August 6, 2006

An Aggressive Marketing Campaign For The Show That Is “The West Wing” + “Sports Night”

Filed under: Uncategorized — MalSnay @ 8:47 pm

Aaron Sorkin, who made the excellent Sports Night, (and a show I have mixed-feelings on, The West Wing, which even a novice viewer like I could tell went down hill after he left the production), has a new show premiering this fall, Studio 60, which is sort of a mix of the two — an hour long dramedy about the behind-the-scenes operation of a sketch comedy show.

The first two episodes, courtesy of Netflix and an aggressive marketing campaign by NBC, are in my apartment as I type this. There was an article in The Baltimore Sun that I found interesting, particularly since it came after I’d learned that Netflix would have this preview disc available (if you’ve got Netflix, just do a search for “Studio 60″ and stick it in your queue).

The new marketing strategy signals the networks’ acceptance that they no longer can dictate when or where or how viewers watch television. Instead of relying upon splashy TV debuts during a heavily hyped fall premiere week to reach mass audiences and create buzz as the networks have done since 1950s, broadcasters are using new technologies, from iPods to DVDs, to target smaller groups of highly plugged-in consumers.

And they’re gambling that these viewers will spread the word about which new shows they like before the series air.

With the guerilla marketing campaign — which, episodes unseen, I’m already participating in — and the strength of the name “Aaron Sorkin” under the creator tag, I really think NBC might be underestimating the former playwright (did you know he also wrote A Few Good Men?)

There’s something really dirty about saying, “Stick it in your queue!”

*UPDATE*

Okay, so it’s only the pilot episode of Studio 60, and the pilot of Kidnapped.

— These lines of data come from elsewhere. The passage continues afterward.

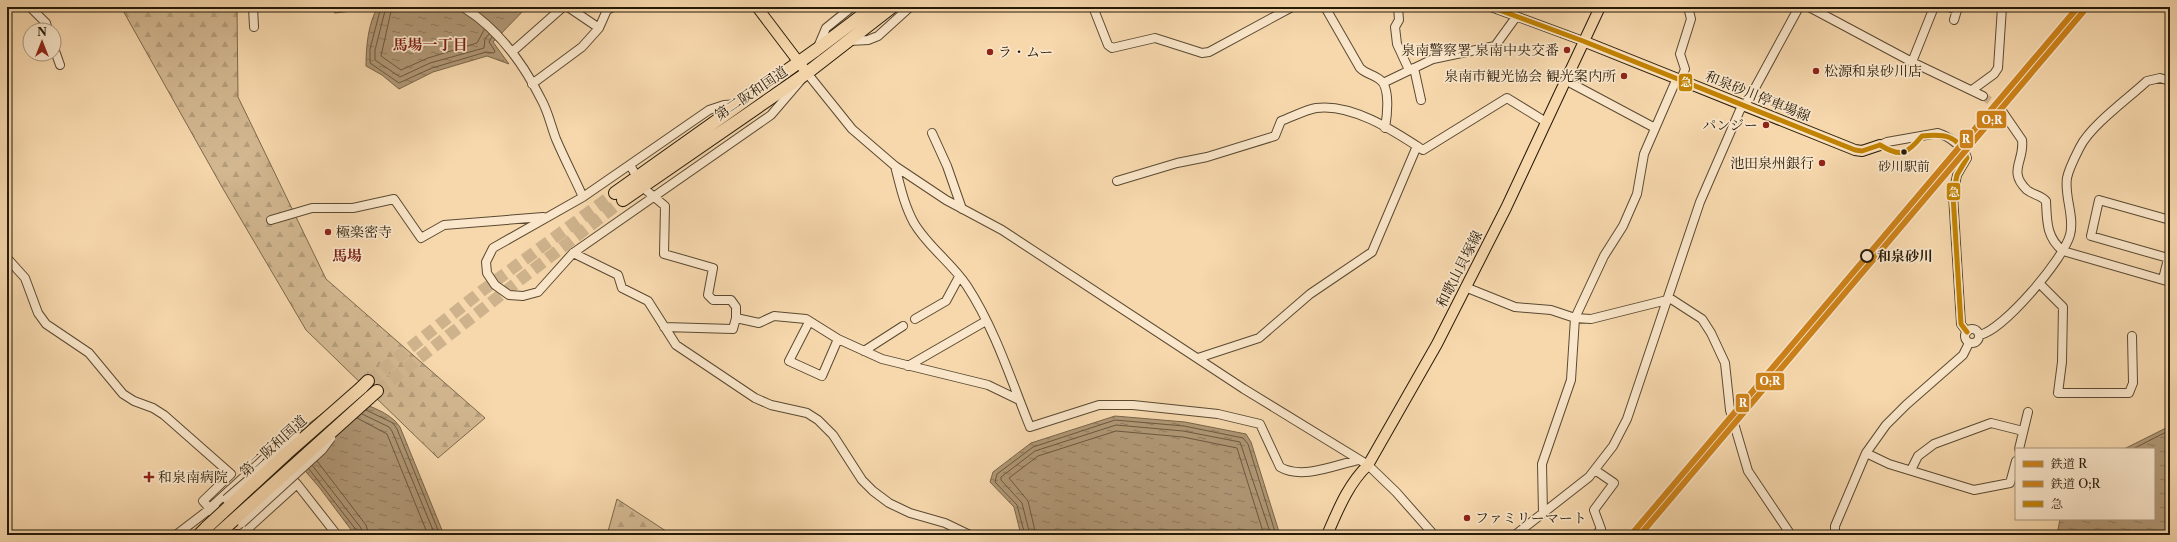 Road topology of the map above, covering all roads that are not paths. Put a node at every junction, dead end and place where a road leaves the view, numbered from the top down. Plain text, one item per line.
1 (30, 7) edge
2 (253, 7) edge
3 (463, 7) edge
4 (564, 7) edge
5 (568, 7) edge
6 (613, 7) edge
7 (757, 7) edge
8 (852, 7) edge
9 (873, 7) edge
10 (892, 7) edge
11 (910, 7) edge
12 (1093, 7) edge
13 (1292, 7) edge
14 (1325, 7) edge
15 (1398, 7) edge
16 (1491, 7) edge
17 (1600, 7) edge
18 (1688, 7) edge
19 (1799, 7) edge
20 (1809, 7) edge
21 (1934, 7) edge
22 (1949, 7) edge
23 (2002, 7) edge
24 (1516, 16) junction
25 (1954, 20) dead end
26 (45, 22) edge
27 (254, 27) dead end
28 (599, 28) junction
29 (850, 41) junction
30 (1583, 41) junction
31 (816, 50) junction
32 (512, 52) junction
33 (59, 62) edge
34 (798, 62) junction
35 (1912, 62) junction
36 (60, 65) dead end
37 (1411, 69) junction
38 (807, 73) junction
39 (1679, 79) junction
40 (1565, 80) junction
41 (2170, 81) edge
42 (1383, 83) junction
43 (532, 84) junction
44 (1972, 90) junction
45 (1983, 96) tunnel mouth
46 (1421, 100) dead end
47 (740, 104) junction
48 (1743, 106) junction
49 (2000, 108) tunnel mouth
50 (1546, 122) junction
51 (1385, 128) junction
52 (1655, 128) junction
53 (932, 133) dead end
54 (1880, 145) joint
55 (1417, 146) junction
56 (895, 166) junction
57 (1117, 181) dead end
58 (647, 191) dead end
59 (654, 196) junction
60 (583, 197) junction
61 (962, 209) junction
62 (547, 216) junction
63 (271, 220) dead end
64 (2170, 220) edge
65 (2063, 251) junction
66 (573, 253) junction
67 (2169, 255) edge
68 (7, 258) edge
69 (16, 268) junction
70 (7, 271) edge
71 (960, 277) junction
72 (2167, 281) edge
73 (2039, 283) junction
74 (1465, 287) junction
75 (1668, 298) junction
76 (736, 318) junction
77 (1575, 318) junction
78 (915, 319) dead end
79 (986, 321) junction
80 (809, 322) junction
81 (903, 326) dead end
82 (664, 327) junction
83 (1967, 332) junction
84 (1980, 336) junction
85 (2132, 336) dead end
86 (838, 339) junction
87 (1969, 343) junction
88 (864, 351) junction
89 (1198, 358) junction
90 (908, 366) junction
91 (365, 384) tunnel mouth
92 (373, 395) tunnel mouth
93 (1019, 400) junction
94 (2028, 412) dead end
95 (332, 413) junction
96 (349, 416) junction
97 (2023, 431) junction
98 (2019, 448) edge
99 (1866, 453) junction
100 (1358, 460) junction
101 (1368, 465) junction
102 (2015, 465) edge
103 (1595, 470) junction
104 (1911, 470) junction
105 (297, 484) junction
106 (210, 508) junction
107 (1543, 513) junction
108 (208, 532) edge
109 (232, 534) edge
110 (176, 535) edge
111 (337, 535) edge
112 (970, 535) edge
113 (1327, 535) edge
114 (1434, 535) edge
115 (1515, 535) edge
116 (1596, 535) edge
117 (1791, 535) edge
118 (1835, 535) edge

1 - 26 street
2 - 27 street
3 - 32 street
4 - 32 street
5 - 28 street
6 - 28 street
7 - 34 main road
8 - 31 street
9 - 31 highway, 第二阪和国道
10 - 29 highway, 第二阪和国道
11 - 29 street
12 - 13 street
14 - 42 street
15 - 37 street
16 - 24 street
17 - 30 main road, 和歌山貝塚線
18 - 39 street
19 - 48 street
20 - 35 street
21 - 35 street
22 - 25 street
23 - 44 street
24 - 30 street
24 - 37 street
28 - 43 street
29 - 38 highway, 第二阪和国道
30 - 39 main road, 和泉砂川停車場線
30 - 40 main road, 和歌山貝塚線
31 - 34 highway, 第二阪和国道
32 - 43 street
33 - 36 street
34 - 38 main road
34 - 47 highway, 第二阪和国道
35 - 44 street
37 - 42 street
37 - 46 street
38 - 47 highway, 第二阪和国道
38 - 56 street
38 - 59 street
39 - 48 main road, 和泉砂川停車場線
39 - 52 street
40 - 50 main road, 和歌山貝塚線
40 - 52 street
41 - 65 street
42 - 51 street
43 - 60 street
44 - 45 street
47 - 60 street
48 - 54 main road, 和泉砂川停車場線
48 - 75 street
49 - 65 street
50 - 55 street
50 - 74 main road, 和歌山貝塚線
51 - 55 street
51 - 57 street
52 - 77 street
53 - 61 street
54 - 83 street
55 - 89 street
56 - 61 street
56 - 71 street
58 - 59 street
59 - 66 street
59 - 76 street
60 - 62 street
61 - 89 street
62 - 63 street
62 - 66 street
64 - 67 street
65 - 72 street
65 - 73 street
66 - 82 street
67 - 72 street
68 - 69 street
69 - 70 street
69 - 106 street
71 - 78 street
71 - 79 street
73 - 84 street
73 - 85 street
74 - 77 street
74 - 101 main road, 和歌山貝塚線
75 - 77 street
75 - 103 street
75 - 117 street
76 - 80 street
76 - 82 street
77 - 107 street
79 - 90 street
79 - 93 street
80 - 86 street
80 - 86 street
81 - 88 street
82 - 112 street
83 - 84 street
83 - 87 street
84 - 87 street
86 - 88 street
87 - 99 street
88 - 90 street
89 - 100 street
90 - 93 street
91 - 95 highway, 第二阪和国道, bridge
92 - 96 highway, 第二阪和国道, bridge
93 - 100 street
94 - 97 street
95 - 106 street, bridge
95 - 108 highway, 第二阪和国道, bridge
96 - 108 highway, 第二阪和国道, bridge
96 - 109 street, bridge
97 - 98 street
97 - 104 street
99 - 104 street
99 - 118 street
100 - 101 street
101 - 113 main road, 和歌山貝塚線
101 - 114 street
102 - 104 street
103 - 107 street
103 - 116 street
105 - 106 street
105 - 109 street
105 - 111 street
106 - 109 street
106 - 110 street
107 - 115 street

Haven’t watched Kidnapped yet, but I thoroughly enjoyed the pilot of Studio 60. I don’t want to give too much away …

… but what do I care? Even if you read this, you’ll forget what I wrote by the time the show premiers (still over a month away).

Studio 60 is the flagship program of National Broadcast Systems — both thinly veiled covers for Saturday Night Live and NBC. Angry over the cut of an offensive sketch, the head-honcho and creator of Studio 60, Wes (Judd Hirsch) loses his cool and interupts the opening segment to rant about the creative stillness of Hollywood, a rant which gets him fired by NBS’s head-honcho, a real dickhead played by Brian Weber, who isn’t impressed with the corrective actions Amanda Peet takes to save the studio’s image, involving bringing in a hot-shot actor/writer pair to save Studio 60 — Bradford Whitley as a recently relapsed coke-head, and the dude who played Chandler on Friends (what’s his fucking name? don’t fucking care do I). Including the two male leads, many familiar faces from previous Sorkin projects show up in various roles, and the show seems pretty sharp, although a little rushed (not surprising given how much needed to be fit in this first episode). Will I make an effort to watch this show regularly? No, I’ll probably wait for DVD (Battlestar Galactica it isn’t!), but it seems — so far — to be an excellent and amazing combination of Sorkin’s other two television projects.

just ‘cuz you piloted the shuttle …

Filed under: Uncategorized — MalSnay @ 10:19 am

… it doesn’t mean you can drive a car.

Of course, old age could also be a contributing factor.

If this had happened to a twenty-year old, I would’ve said, “Driving while stupid!” but it’s long been my contention that driving skill — if one had it, that is — deteriorates with age (not much of a problem for the slew of sixteen and seventeen year olds I’ve been encountering on the road who clearly have no driving skill to start with).

I’m for annual driving tests when people start hitting “old age” — seventy-five or eighty-ish. And, y’know, the usual rhetoric about executions for younger people who run red lights and shit.

There Once Was An American; And He Was Upset; And He Opinioned, “Give Me Liberty Or Give Me Death.”

Filed under: Uncategorized — MalSnay @ 1:24 am

That was Patrick Henry, in probably the most memorable speech of America’s early years, declaring, “Is life so dear, or peace so sweet, as to be purchased at the price of chains and slavery? Forbid it, Almighty God! I know not what course others may take; but as for me, give me liberty or give me death!”

But that was back when Americans cherished their freedoms and didn’t take them for granted, before they didn’t care what happens to their civil liberties and constitutional protections provided they can still watch “American Idol” and have air-conditioning, while bitching about having to go vote every two years.

Meanwhile, want to meet a country whose citizens appreciate their freedoms and don’t take them lightly? According to the State of the World Index, the freest country in the world is …

Estonia?

I know I was like, “Estonia?”, but on reflection, it makes sense — here you have a satellite “vassal” nation of the Soviet Union, a state it existed in for some forty-odd years, and to which liberation and democratic rule only came within the last fifteen years or so. Those who remember the darker times appreciate that which now they have. In other words, this country is sinking faster and faster into the can.